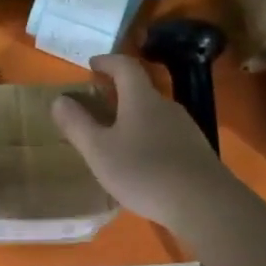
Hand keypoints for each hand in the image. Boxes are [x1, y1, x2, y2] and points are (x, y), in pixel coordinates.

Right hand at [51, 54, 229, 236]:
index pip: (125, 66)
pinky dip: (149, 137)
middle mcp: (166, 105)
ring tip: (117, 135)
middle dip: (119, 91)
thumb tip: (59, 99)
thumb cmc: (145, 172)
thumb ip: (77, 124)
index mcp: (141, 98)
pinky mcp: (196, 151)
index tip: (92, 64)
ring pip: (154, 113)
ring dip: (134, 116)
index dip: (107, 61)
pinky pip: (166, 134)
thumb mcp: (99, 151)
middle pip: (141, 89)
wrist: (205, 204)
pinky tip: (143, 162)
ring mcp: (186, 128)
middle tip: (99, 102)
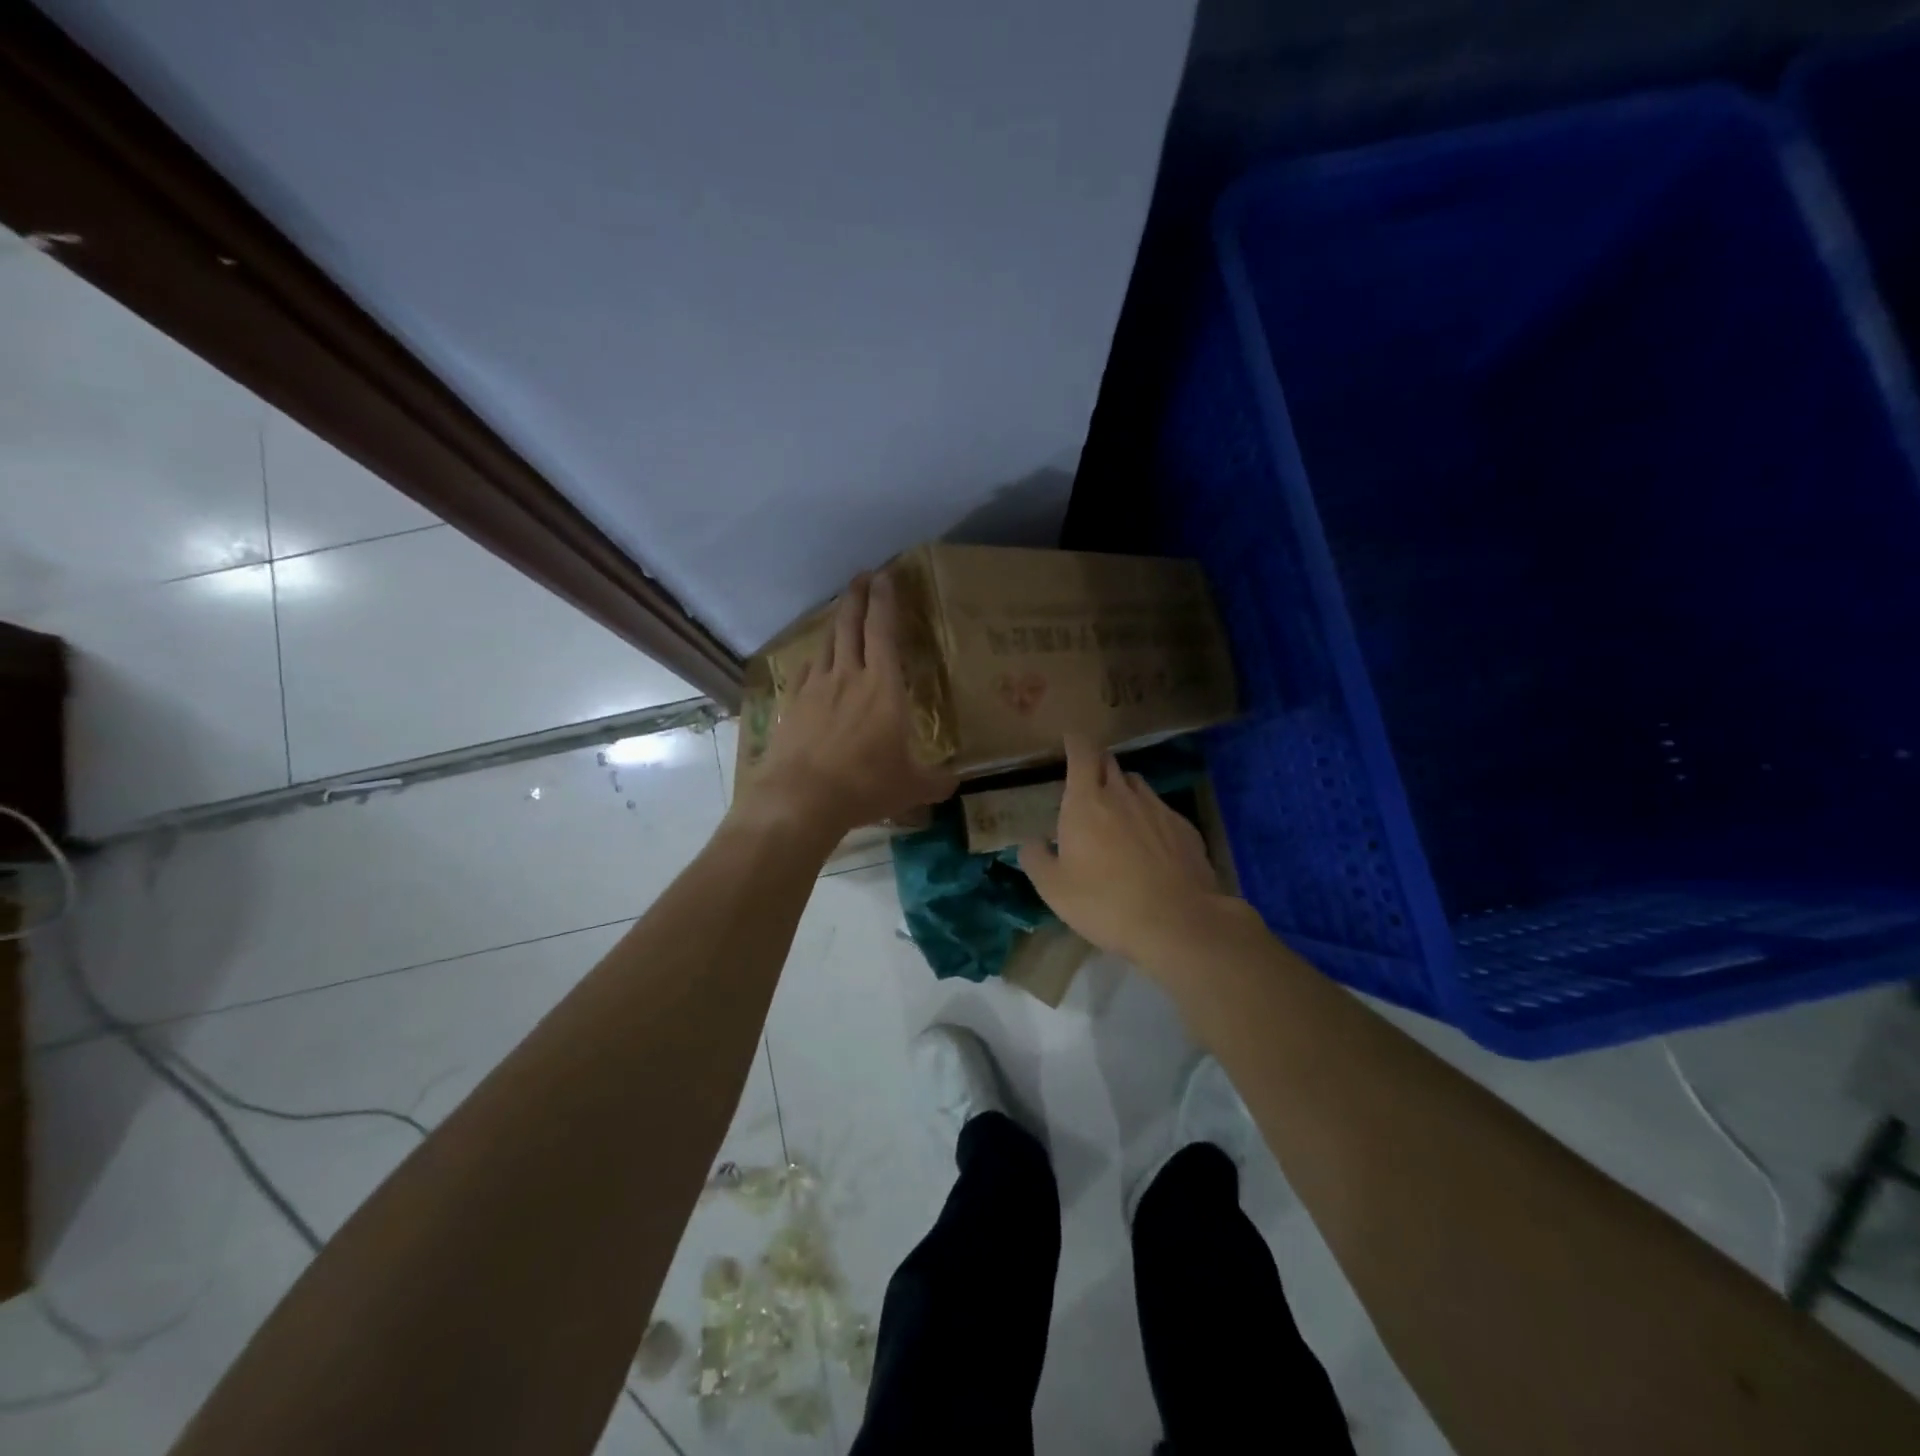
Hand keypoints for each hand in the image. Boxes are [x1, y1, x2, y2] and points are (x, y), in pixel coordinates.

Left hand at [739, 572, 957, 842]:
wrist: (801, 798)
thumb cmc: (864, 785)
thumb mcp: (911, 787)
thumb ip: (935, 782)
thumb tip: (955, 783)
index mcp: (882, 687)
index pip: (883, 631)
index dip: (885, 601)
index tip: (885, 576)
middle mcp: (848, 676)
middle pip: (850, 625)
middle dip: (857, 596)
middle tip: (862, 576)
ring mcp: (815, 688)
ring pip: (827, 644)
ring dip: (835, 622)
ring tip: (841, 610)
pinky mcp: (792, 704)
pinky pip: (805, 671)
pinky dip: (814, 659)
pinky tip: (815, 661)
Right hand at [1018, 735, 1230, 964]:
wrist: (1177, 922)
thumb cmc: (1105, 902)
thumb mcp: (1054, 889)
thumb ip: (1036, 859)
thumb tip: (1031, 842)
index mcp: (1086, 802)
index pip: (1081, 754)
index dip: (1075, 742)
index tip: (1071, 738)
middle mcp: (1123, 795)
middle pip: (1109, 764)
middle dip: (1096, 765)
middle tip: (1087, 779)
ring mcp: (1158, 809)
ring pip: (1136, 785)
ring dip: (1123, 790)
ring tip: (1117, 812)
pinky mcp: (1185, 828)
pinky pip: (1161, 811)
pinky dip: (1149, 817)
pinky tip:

^^^^

**ASSIGNED TASK**.
When you reach the line that contains "thumb cmc: (864, 785)" in the material above, please copy it and every line after it exactly, stopping only at the last line.

**EXERCISE SOLUTION**.
thumb cmc: (864, 785)
thumb mcp: (911, 787)
thumb ip: (935, 782)
thumb tip: (955, 783)
index mcp: (882, 687)
index pip: (883, 631)
index dip: (885, 601)
index tip: (885, 576)
middle mcp: (848, 676)
middle pip: (850, 625)
middle dip: (857, 596)
middle tip: (862, 576)
ring mcp: (815, 688)
ring pip: (827, 644)
ring dip: (835, 622)
ring tip: (841, 610)
pinky mcp: (792, 704)
pinky pip: (805, 671)
pinky dip: (814, 659)
pinky tip: (815, 661)
Right hand at [1018, 735, 1230, 964]:
wrist: (1177, 922)
thumb cmc: (1105, 902)
thumb mcp: (1054, 889)
thumb ip: (1036, 859)
thumb tip: (1031, 842)
index mcp: (1086, 802)
index pip: (1081, 754)
index dip: (1075, 742)
index tip: (1071, 738)
middle mcp: (1123, 795)
middle pip: (1109, 764)
middle dip: (1096, 765)
middle tip: (1087, 779)
ring mcp: (1158, 809)
ring pip: (1136, 785)
ring dip: (1123, 790)
ring tip: (1117, 812)
pinky mcp: (1185, 828)
pinky pip: (1161, 811)
pinky dip: (1149, 817)
pinky tip:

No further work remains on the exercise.